WHAT IS BEING ASKED
Repeat each entry as written and leave the images out of the copy.

Stored data entries:
####

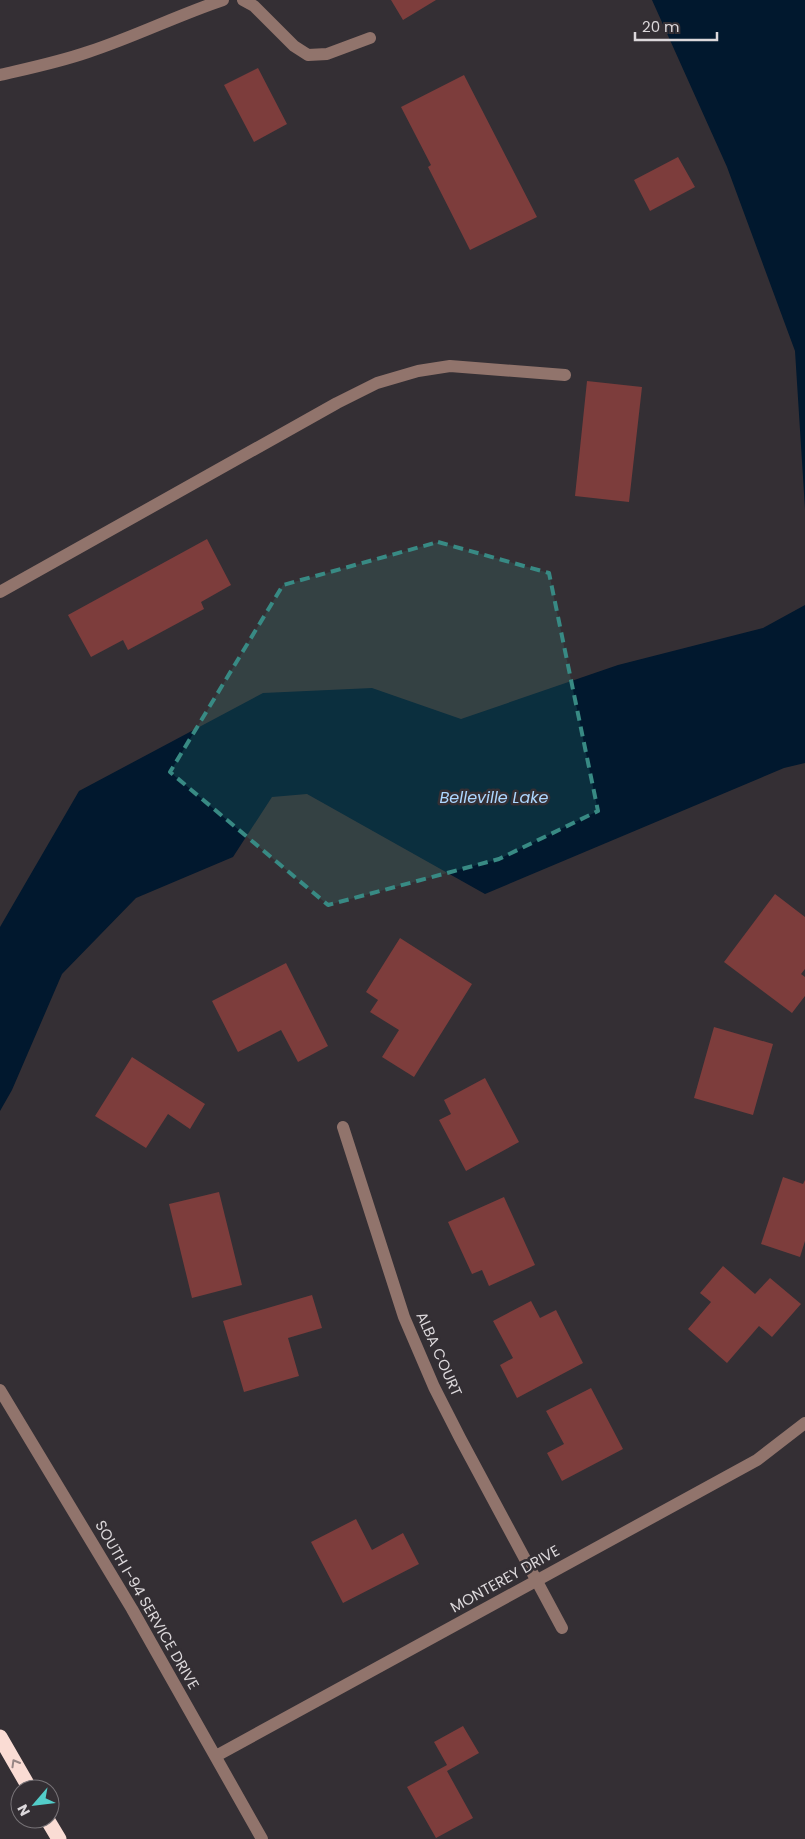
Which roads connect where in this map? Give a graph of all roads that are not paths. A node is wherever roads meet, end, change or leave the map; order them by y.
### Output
1 (224, 0) edge
2 (243, 0) edge
3 (370, 38) dead end
4 (0, 75) edge
5 (565, 375) dead end
6 (0, 592) edge
7 (343, 1127) dead end
8 (0, 1390) edge
9 (805, 1423) edge
10 (537, 1581) junction
11 (562, 1628) dead end
12 (0, 1737) edge
13 (216, 1756) junction
14 (24, 1779) edge
15 (262, 1839) edge

1 - 4 street
2 - 3 street
5 - 6 street
7 - 10 street, ALBA COURT
8 - 13 street, SOUTH I-94 SERVICE DRIVE
9 - 10 street, MONTEREY DRIVE
10 - 11 street, ALBA COURT
10 - 13 street, MONTEREY DRIVE
14 -> 12 highway
13 - 15 street, SOUTH I-94 SERVICE DRIVE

####

RESPONSE
Which roads connect where in this map? Give a graph of all roads that are not paths. A node is wherever roads meet, end, change or leave the map; order them by y.
### Output
1 (224, 0) edge
2 (243, 0) edge
3 (370, 38) dead end
4 (0, 75) edge
5 (565, 375) dead end
6 (0, 592) edge
7 (343, 1127) dead end
8 (0, 1390) edge
9 (805, 1423) edge
10 (537, 1581) junction
11 (562, 1628) dead end
12 (0, 1737) edge
13 (216, 1756) junction
14 (24, 1779) edge
15 (262, 1839) edge

1 - 4 street
2 - 3 street
5 - 6 street
7 - 10 street, ALBA COURT
8 - 13 street, SOUTH I-94 SERVICE DRIVE
9 - 10 street, MONTEREY DRIVE
10 - 11 street, ALBA COURT
10 - 13 street, MONTEREY DRIVE
14 -> 12 highway
13 - 15 street, SOUTH I-94 SERVICE DRIVE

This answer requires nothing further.